In this case we show results which match either of the expressions.

Case Insensitive Searches

Any one of the search parameters you've seen so far can be made case-insensitive by putting the letter i before the parameter name.

This means that the following commands are identical:

$ find . -name "*.js" -or -name "*.Js" -or -name "*.jS" -or name "*.JS"

And:

$ find . -iname "*.js"

I know which one I'd rather type! You can use -iname for case-insensitive name searches, or -ipath for case-insensitive path searches.

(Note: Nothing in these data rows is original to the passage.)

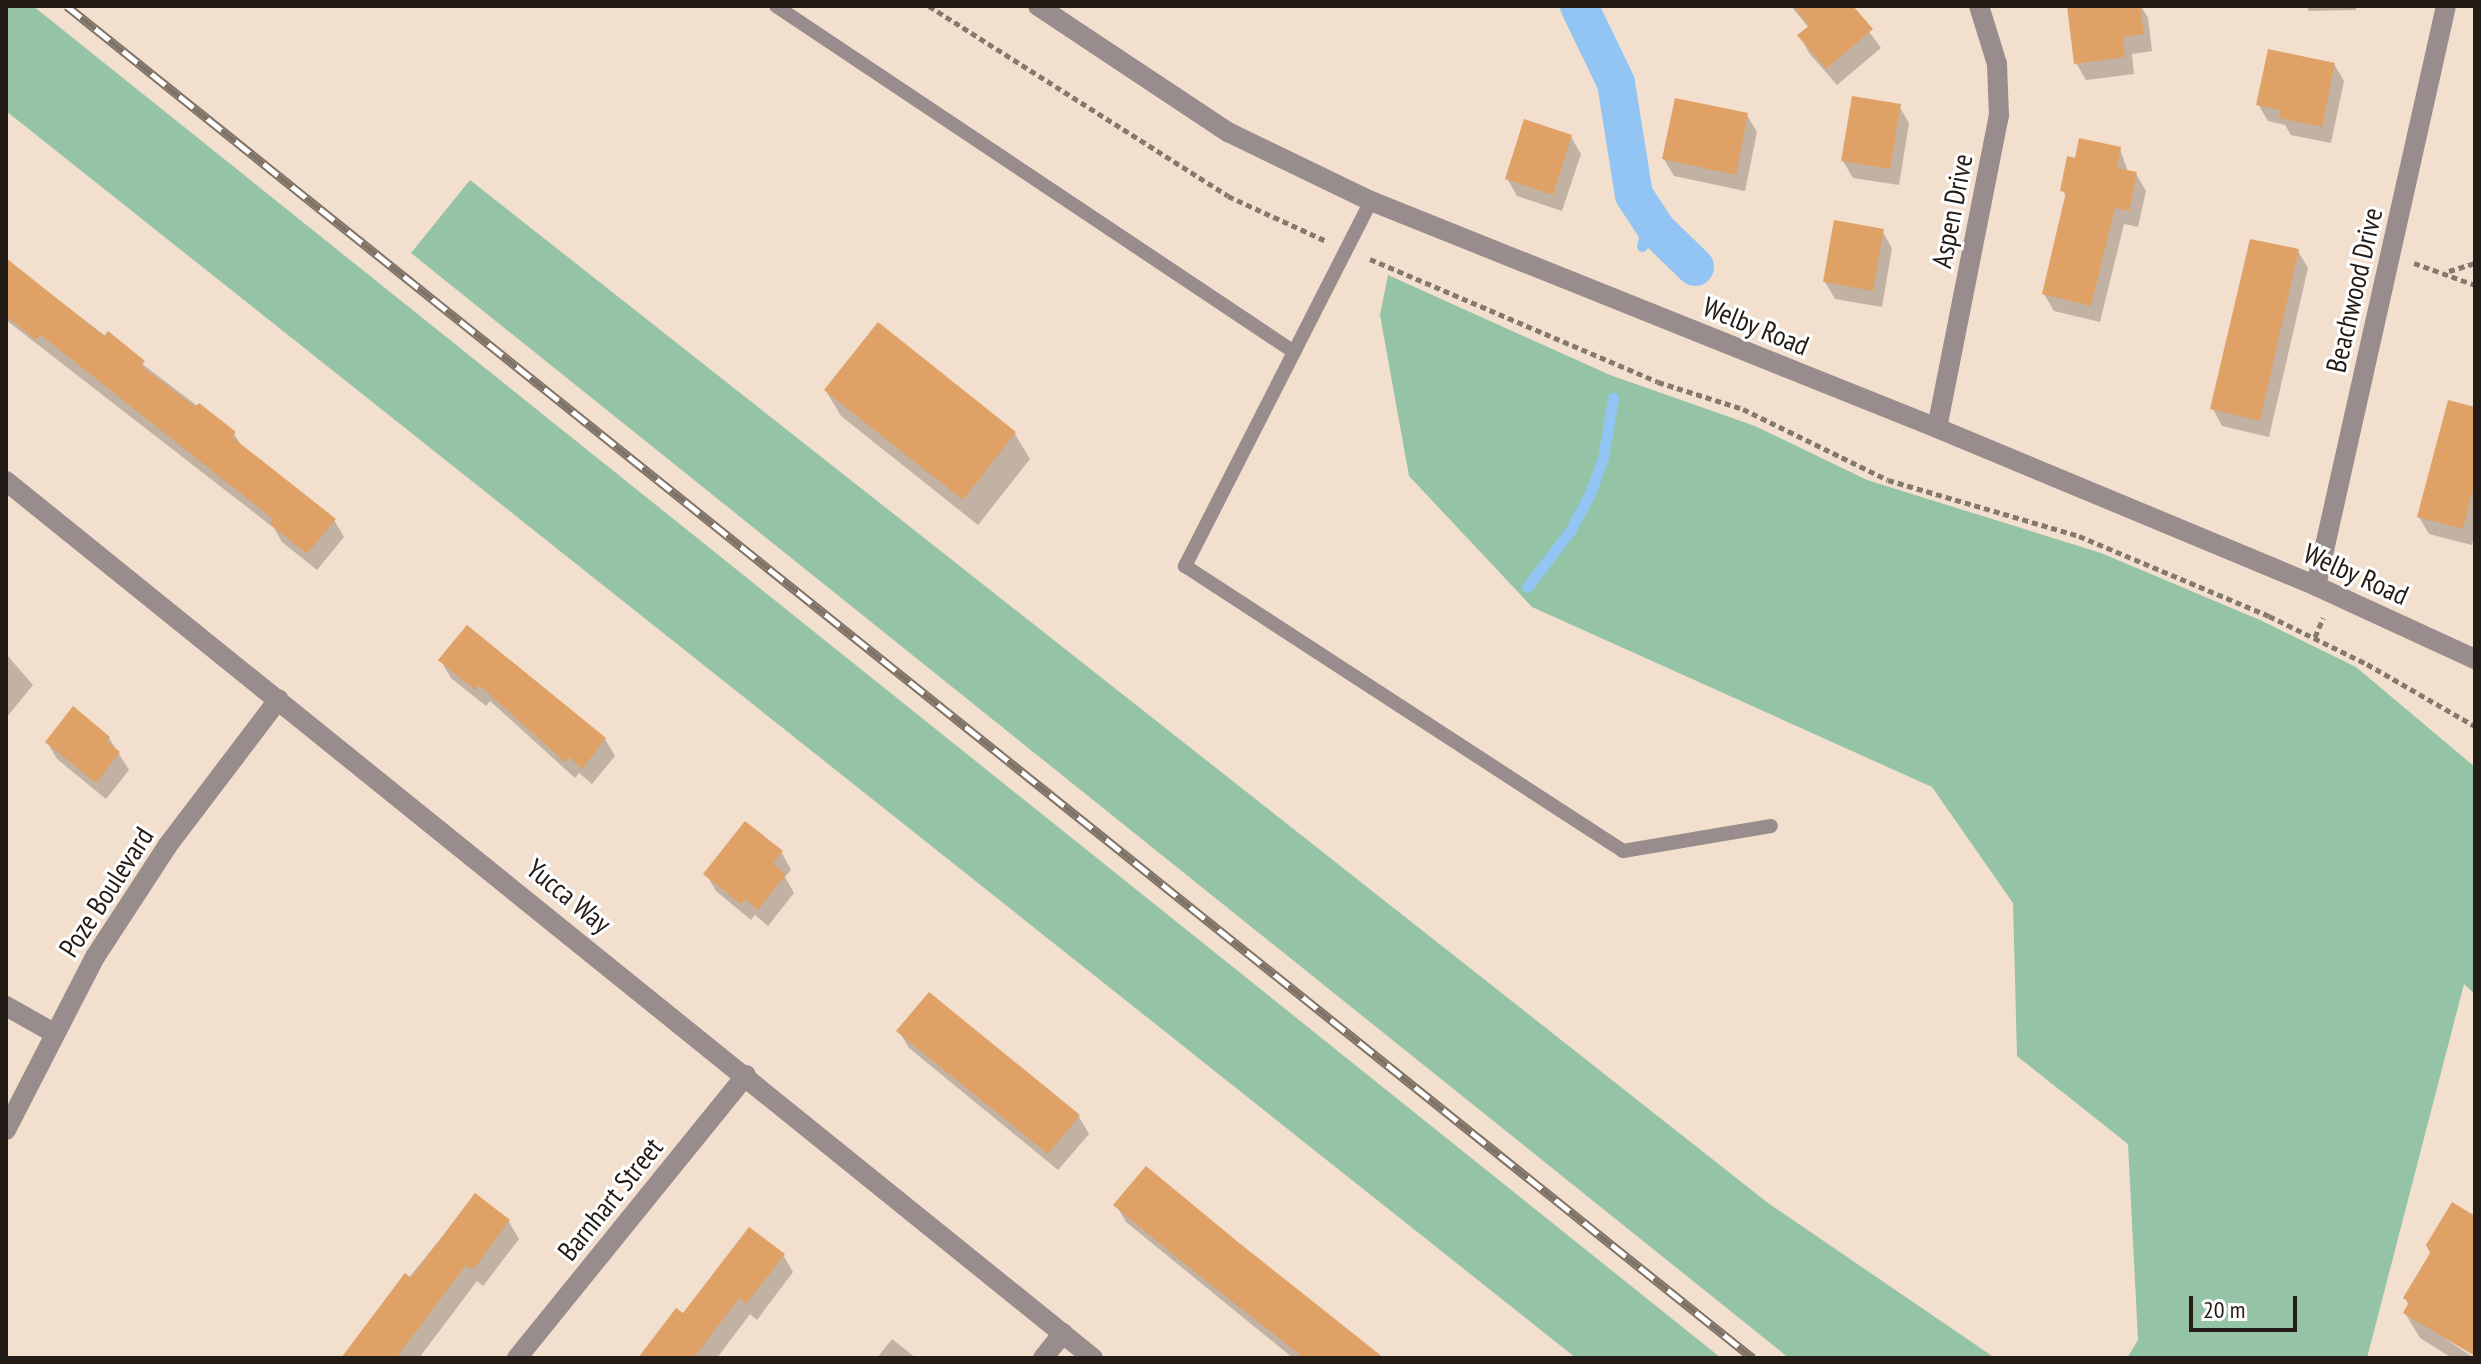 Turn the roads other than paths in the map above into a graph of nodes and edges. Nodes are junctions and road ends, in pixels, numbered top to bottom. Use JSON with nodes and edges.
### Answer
{"nodes":[{"id":1,"x":776,"y":6,"type":"edge"},
{"id":2,"x":1038,"y":6,"type":"edge"},
{"id":3,"x":1979,"y":6,"type":"edge"},
{"id":4,"x":2446,"y":6,"type":"edge"},
{"id":5,"x":1371,"y":201,"type":"junction"},
{"id":6,"x":1294,"y":352,"type":"junction"},
{"id":7,"x":1937,"y":428,"type":"junction"},
{"id":8,"x":6,"y":481,"type":"edge"},
{"id":9,"x":2316,"y":586,"type":"junction"},
{"id":10,"x":2475,"y":659,"type":"edge"},
{"id":11,"x":279,"y":699,"type":"junction"},
{"id":12,"x":1771,"y":826,"type":"dead end"},
{"id":13,"x":6,"y":1006,"type":"edge"},
{"id":14,"x":54,"y":1033,"type":"junction"},
{"id":15,"x":746,"y":1075,"type":"junction"},
{"id":16,"x":6,"y":1130,"type":"edge"},
{"id":17,"x":1063,"y":1333,"type":"junction"},
{"id":18,"x":517,"y":1358,"type":"edge"},
{"id":19,"x":1043,"y":1358,"type":"edge"},
{"id":20,"x":1093,"y":1358,"type":"edge"}],
"edges":[{"from":1,"to":6,"type":"lane"},
{"from":2,"to":5,"type":"street","name":"Welby Road"},
{"from":3,"to":7,"type":"street","name":"Aspen Drive"},
{"from":4,"to":9,"type":"street","name":"Beachwood Drive"},
{"from":5,"to":6,"type":"lane"},
{"from":5,"to":7,"type":"street","name":"Welby Road"},
{"from":6,"to":12,"type":"lane"},
{"from":7,"to":9,"type":"street","name":"Welby Road"},
{"from":8,"to":11,"type":"street","name":"Yucca Way"},
{"from":9,"to":10,"type":"street","name":"Welby Road"},
{"from":11,"to":14,"type":"street","name":"Poze Boulevard"},
{"from":11,"to":15,"type":"street","name":"Yucca Way"},
{"from":13,"to":14,"type":"street"},
{"from":14,"to":16,"type":"street","name":"Poze Boulevard"},
{"from":15,"to":17,"type":"street","name":"Yucca Way"},
{"from":15,"to":18,"type":"street","name":"Barnhart Street"},
{"from":17,"to":19,"type":"street"},
{"from":17,"to":20,"type":"street","name":"Yucca Way"}]}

Grouping and the NOT operator

We can build more complex expressions by grouping together patterns using brackets, or by using the -not pattern. Here's an example:

$ find . \( -name "*.js" -or -name "*.html" \) -and -not -path "*programs*"
./websites/simple/index.html
./websites/simple/code.js

The first section groups together two expressions, meaning “files with names which match *.js or *.html, the second section then says “and also the text programs must not be in the path”.

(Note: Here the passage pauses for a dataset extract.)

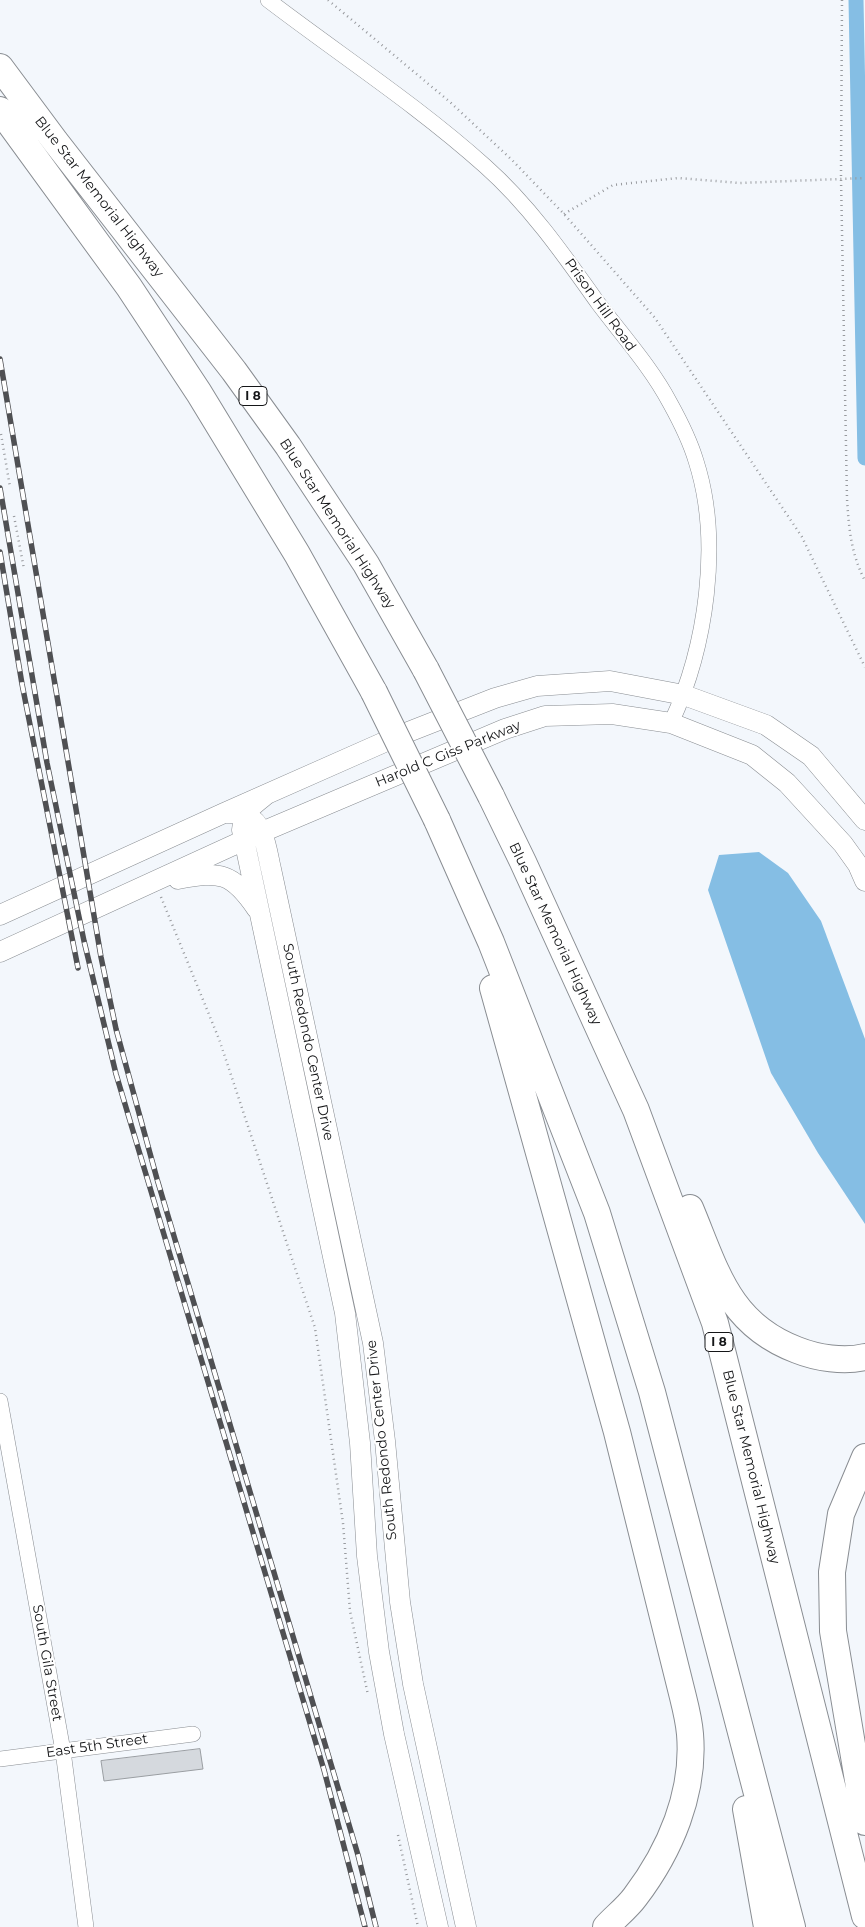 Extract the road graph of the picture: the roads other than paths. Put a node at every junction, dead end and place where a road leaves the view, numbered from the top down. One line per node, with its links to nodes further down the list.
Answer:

The only annoying thing about grouping is that you must escape the brackets, by putting a \ backslash before them, as brackets have a special meaning in the shell and we're telling the shell not to do anything smart with them but instead pass them to the find command.

Why the Weird Parameters?

The find command bothered me for years. The parameters looked odd - for example why is it -name instead of -n or --name, which would be more standard2?

Also, why is it that I cannot type this:

find -name "something.txt" /home/

But instead have to put the folder name before the parameters, which again is non-standard?

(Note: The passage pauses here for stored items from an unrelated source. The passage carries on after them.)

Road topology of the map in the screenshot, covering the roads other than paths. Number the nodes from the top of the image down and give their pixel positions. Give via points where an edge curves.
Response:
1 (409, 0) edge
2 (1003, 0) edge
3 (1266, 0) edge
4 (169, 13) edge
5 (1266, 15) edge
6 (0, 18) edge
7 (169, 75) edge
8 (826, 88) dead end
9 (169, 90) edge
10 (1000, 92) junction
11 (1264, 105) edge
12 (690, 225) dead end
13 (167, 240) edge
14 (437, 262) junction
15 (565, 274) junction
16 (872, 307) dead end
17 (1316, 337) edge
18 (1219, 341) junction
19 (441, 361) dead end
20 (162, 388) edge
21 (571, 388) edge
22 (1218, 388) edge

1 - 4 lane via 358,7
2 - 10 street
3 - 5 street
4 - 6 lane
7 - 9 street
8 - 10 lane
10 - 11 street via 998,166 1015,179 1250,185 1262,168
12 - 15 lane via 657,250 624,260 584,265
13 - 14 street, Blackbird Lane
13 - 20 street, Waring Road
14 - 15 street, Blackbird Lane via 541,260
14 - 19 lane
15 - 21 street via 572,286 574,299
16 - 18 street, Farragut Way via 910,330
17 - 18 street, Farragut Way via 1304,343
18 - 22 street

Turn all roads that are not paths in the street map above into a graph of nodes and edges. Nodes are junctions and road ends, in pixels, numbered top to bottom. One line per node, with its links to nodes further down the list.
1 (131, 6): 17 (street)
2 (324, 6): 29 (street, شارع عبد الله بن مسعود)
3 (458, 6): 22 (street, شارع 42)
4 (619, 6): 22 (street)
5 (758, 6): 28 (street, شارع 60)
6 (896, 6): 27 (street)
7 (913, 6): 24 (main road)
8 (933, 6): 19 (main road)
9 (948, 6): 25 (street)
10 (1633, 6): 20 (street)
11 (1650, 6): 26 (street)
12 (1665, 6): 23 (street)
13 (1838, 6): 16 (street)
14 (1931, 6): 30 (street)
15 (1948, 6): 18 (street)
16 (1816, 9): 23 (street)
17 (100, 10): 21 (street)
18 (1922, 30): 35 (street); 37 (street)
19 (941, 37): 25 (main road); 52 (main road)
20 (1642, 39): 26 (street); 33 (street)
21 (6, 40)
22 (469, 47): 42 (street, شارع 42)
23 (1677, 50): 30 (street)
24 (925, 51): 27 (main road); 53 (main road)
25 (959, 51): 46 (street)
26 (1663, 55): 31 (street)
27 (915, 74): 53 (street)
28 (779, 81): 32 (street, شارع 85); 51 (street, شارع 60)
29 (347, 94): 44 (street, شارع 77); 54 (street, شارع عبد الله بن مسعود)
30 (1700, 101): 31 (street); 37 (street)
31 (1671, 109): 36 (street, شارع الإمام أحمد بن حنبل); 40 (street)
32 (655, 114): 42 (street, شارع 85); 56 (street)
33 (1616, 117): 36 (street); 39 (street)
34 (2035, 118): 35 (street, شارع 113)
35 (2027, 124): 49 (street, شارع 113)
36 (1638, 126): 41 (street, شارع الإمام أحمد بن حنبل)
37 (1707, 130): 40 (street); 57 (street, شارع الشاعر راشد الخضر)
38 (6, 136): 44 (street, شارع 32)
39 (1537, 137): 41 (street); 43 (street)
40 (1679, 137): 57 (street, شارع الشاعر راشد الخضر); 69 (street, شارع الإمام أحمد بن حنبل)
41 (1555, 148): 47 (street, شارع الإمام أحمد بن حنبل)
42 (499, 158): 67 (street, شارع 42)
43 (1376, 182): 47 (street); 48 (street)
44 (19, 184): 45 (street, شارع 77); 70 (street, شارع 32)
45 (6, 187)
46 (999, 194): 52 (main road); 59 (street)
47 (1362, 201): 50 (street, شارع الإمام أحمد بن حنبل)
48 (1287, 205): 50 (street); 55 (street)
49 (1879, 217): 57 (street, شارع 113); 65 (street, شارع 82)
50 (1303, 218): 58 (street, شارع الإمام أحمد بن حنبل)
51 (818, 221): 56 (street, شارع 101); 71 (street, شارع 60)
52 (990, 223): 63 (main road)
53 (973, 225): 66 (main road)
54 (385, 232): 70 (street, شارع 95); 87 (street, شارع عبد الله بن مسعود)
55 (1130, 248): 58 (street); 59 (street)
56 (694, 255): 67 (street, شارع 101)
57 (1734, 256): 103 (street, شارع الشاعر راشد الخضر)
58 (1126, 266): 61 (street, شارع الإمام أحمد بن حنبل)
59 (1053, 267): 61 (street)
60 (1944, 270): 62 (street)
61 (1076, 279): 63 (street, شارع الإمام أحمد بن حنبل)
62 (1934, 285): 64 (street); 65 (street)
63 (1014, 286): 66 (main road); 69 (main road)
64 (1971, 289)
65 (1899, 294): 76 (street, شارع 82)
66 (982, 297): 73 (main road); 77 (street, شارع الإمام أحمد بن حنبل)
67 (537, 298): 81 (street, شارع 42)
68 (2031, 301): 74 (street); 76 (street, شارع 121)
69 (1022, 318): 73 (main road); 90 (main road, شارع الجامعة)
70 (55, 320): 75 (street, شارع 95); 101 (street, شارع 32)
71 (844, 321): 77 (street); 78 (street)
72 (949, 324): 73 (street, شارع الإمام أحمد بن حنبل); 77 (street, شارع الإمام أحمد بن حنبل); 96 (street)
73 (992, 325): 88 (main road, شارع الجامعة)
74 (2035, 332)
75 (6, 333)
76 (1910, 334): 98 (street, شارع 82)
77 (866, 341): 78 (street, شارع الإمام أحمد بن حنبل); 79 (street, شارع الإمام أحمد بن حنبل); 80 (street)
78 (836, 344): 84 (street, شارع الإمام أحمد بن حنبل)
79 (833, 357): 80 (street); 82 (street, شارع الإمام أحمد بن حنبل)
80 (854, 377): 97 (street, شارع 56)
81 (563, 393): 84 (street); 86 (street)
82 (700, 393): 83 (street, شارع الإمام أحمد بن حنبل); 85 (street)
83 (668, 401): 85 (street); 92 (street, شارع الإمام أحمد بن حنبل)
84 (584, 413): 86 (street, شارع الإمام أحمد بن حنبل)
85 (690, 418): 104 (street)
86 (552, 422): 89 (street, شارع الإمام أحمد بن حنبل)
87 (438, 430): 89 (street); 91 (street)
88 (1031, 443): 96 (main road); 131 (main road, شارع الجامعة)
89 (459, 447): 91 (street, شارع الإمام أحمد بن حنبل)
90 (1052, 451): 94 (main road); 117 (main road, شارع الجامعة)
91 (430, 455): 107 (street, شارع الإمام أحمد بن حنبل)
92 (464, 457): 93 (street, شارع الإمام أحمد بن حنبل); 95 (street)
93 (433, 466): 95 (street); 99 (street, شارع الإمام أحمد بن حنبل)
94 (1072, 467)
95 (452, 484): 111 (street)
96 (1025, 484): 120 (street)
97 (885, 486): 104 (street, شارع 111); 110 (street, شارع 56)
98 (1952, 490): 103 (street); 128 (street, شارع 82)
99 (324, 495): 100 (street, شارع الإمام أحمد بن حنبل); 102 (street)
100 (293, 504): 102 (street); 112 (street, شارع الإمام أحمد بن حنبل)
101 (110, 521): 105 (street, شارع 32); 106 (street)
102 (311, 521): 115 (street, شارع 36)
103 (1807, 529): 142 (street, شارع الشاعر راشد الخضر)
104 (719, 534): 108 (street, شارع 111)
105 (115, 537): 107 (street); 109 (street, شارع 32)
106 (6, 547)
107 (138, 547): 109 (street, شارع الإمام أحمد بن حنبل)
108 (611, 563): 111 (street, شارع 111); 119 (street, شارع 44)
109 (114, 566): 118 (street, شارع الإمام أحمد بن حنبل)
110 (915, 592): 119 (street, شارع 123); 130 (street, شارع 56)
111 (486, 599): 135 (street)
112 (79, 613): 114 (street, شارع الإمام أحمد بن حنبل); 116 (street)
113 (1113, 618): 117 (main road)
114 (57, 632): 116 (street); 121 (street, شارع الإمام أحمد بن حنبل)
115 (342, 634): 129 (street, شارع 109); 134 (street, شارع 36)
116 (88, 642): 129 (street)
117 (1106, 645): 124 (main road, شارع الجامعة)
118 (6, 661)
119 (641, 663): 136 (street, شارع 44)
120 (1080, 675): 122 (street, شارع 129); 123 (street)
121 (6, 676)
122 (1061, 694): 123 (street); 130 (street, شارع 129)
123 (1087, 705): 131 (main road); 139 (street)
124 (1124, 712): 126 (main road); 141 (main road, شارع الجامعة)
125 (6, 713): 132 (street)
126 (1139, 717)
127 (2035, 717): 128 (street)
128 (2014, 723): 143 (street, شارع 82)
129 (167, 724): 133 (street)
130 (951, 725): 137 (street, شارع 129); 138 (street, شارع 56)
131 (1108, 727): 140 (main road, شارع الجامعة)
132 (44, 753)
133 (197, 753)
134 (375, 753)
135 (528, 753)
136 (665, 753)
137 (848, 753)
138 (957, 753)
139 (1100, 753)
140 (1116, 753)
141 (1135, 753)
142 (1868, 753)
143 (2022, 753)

The reason is actually quite simple - most of what we've seen so far are not parameters in the normal sense, they're just elements of a search expression.

The structure of the find command is as follows:

find <options> [starting point...] [expression]

The options (or parameters) for the find command are short, one-letter options which go before the file name. The -L (follow links) option is an example - it goes before the starting point of the search:

find -L /usr/bin -name "*sh"

All of the other things we've seen so far which we've described as parameters are actually used to build the expression - the actual search pattern.

The -name, -and, -or, -ipath and similar constructs we've looked at are actually part of a mini ‘search language’, they're not parameters to the command.

This might seem obvious, or it might seem silly, but either way, remembering that the structure of the find command is find <options> [starting points...] [expression] may help you remember what order to write each part of the command in.

It certainly took a few years for me to realise this was the reason, and until that point I used to get frustrated with find as I could never seem to remember how to use it properly! Once the structure of the command clicked it became far easier to quickly use the command in day-to-day work.

You can find details on this in the manpage for find, open it with man find.

Performing Actions on Search Results

A lot of the time you are not just going to be searching for a file or folder - you'll be searching so that you can do something with what you find. It might be to delete, copy, edit, move or whatever.

The find command can perform operations on the files which are found.

Now before we continue, I'll warn that I'm not going to go into much detail here. The reason is that I actually recommend not using these operations. Instead, use the xargs command which is covered in Chapter 14 - Build Commands on the Fly with Xargs. The Xargs command lets you take the list of files from find and create any command you can think of. I think this is far more sensible than trying to learn all of the options for find - and it is closer to the Unix Philosophy of having the find command ‘do one thing and do it well’.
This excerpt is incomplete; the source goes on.